- **Prompt**
Sift the material for lines containing "dead", and return them.

____ Material for this task

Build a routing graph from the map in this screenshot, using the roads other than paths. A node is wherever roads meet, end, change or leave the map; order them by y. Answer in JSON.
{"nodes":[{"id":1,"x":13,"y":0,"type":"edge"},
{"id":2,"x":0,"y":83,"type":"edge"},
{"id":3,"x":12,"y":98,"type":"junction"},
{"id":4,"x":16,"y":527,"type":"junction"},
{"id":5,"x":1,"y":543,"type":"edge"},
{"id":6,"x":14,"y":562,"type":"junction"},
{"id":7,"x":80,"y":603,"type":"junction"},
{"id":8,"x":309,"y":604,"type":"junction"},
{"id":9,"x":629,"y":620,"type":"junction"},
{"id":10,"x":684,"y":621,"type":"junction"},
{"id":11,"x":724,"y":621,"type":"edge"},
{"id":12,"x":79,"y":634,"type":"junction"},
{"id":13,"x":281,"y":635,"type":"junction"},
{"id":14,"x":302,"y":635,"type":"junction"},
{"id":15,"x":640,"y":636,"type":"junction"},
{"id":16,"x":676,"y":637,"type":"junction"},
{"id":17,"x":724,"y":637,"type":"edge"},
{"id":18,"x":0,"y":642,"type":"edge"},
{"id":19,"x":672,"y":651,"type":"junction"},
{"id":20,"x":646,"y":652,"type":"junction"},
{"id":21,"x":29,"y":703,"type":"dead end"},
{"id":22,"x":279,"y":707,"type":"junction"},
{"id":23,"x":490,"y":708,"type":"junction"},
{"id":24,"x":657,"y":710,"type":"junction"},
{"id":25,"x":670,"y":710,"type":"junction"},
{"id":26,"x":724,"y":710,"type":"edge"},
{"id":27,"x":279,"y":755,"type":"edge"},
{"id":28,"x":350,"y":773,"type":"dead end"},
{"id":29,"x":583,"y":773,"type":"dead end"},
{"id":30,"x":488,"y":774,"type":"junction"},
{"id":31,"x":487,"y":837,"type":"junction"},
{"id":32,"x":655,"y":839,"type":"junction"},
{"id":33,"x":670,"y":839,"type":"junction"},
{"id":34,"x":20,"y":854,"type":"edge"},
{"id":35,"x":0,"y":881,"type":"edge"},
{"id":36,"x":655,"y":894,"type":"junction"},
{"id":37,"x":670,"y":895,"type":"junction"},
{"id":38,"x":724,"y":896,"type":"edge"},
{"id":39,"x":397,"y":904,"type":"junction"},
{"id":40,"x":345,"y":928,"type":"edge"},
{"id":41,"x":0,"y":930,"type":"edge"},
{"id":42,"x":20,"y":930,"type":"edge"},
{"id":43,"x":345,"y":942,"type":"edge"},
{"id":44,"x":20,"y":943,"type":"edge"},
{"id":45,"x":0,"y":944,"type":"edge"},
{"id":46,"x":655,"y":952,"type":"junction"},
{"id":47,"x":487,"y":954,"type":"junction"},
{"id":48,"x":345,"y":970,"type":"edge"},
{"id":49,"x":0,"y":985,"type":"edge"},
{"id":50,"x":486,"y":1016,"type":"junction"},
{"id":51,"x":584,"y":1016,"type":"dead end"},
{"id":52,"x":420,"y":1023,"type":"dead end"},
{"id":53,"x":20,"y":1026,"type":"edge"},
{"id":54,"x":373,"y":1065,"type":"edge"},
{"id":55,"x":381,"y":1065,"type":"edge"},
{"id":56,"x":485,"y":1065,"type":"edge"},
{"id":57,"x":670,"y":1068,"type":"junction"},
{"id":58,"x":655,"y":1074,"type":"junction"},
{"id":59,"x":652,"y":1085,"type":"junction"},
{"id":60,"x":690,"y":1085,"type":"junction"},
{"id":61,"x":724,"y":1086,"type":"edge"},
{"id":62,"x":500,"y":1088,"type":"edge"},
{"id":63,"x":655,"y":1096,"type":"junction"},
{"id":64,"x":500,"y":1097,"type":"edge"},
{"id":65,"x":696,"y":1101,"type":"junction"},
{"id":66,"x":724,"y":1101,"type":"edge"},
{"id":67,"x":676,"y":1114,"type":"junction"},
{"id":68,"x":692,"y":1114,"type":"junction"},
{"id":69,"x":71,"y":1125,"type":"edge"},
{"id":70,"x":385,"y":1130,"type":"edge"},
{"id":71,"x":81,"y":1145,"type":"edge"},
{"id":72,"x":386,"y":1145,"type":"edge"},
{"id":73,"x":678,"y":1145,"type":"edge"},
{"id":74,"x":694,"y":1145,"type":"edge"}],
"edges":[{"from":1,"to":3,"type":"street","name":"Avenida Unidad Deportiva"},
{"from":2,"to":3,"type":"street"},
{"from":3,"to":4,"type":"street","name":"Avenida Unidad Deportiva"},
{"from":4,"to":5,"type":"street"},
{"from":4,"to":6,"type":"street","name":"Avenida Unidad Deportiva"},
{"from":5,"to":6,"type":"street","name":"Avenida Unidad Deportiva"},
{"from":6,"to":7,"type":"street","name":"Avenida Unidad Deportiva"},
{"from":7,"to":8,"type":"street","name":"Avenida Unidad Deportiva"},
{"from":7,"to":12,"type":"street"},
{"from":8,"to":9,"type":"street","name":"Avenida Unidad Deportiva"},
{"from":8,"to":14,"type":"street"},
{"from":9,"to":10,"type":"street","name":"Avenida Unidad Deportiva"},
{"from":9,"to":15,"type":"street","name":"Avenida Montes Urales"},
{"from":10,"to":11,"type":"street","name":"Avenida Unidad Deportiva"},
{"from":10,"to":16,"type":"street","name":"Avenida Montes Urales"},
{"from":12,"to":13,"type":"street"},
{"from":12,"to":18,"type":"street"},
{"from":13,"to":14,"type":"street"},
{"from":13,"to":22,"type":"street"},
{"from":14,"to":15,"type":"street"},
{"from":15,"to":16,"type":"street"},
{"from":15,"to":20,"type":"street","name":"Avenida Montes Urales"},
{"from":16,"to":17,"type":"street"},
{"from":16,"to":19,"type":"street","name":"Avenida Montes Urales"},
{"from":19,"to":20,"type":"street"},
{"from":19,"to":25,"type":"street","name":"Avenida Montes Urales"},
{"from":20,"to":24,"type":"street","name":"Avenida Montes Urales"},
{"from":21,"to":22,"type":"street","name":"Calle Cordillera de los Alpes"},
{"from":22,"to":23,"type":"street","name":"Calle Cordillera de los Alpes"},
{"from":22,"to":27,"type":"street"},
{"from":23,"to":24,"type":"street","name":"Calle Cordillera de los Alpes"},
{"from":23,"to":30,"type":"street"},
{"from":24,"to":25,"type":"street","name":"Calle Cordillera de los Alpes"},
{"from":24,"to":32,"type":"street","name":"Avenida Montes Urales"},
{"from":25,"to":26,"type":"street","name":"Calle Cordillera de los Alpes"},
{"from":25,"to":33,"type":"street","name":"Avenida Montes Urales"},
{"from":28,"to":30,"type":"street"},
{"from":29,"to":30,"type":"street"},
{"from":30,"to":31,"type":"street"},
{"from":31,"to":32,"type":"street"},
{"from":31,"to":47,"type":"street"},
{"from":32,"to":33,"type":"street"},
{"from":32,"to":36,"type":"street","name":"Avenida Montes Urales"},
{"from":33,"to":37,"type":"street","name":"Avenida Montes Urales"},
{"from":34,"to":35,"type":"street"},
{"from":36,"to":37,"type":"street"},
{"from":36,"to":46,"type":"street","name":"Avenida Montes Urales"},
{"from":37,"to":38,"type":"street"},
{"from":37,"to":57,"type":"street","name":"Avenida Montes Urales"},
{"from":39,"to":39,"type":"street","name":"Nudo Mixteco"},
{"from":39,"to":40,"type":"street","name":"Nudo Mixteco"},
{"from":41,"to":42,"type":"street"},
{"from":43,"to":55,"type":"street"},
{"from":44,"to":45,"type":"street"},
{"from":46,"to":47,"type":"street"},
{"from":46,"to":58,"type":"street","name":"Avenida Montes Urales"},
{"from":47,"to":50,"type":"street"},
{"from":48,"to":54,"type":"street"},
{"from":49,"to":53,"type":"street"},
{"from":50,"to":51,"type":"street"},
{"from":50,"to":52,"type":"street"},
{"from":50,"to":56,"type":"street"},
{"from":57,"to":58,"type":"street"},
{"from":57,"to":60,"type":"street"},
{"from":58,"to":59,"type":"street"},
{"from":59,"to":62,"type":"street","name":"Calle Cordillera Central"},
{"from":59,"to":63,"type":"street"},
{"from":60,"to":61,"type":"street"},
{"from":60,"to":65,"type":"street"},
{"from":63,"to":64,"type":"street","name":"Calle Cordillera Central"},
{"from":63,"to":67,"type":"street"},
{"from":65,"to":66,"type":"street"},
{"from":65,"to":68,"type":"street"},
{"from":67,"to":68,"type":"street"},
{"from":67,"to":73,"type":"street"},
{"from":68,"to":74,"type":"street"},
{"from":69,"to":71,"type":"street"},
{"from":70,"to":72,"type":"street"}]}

________

- **Response to the exercise**
{"id":21,"x":29,"y":703,"type":"dead end"},
{"id":28,"x":350,"y":773,"type":"dead end"},
{"id":29,"x":583,"y":773,"type":"dead end"},
{"id":51,"x":584,"y":1016,"type":"dead end"},
{"id":52,"x":420,"y":1023,"type":"dead end"},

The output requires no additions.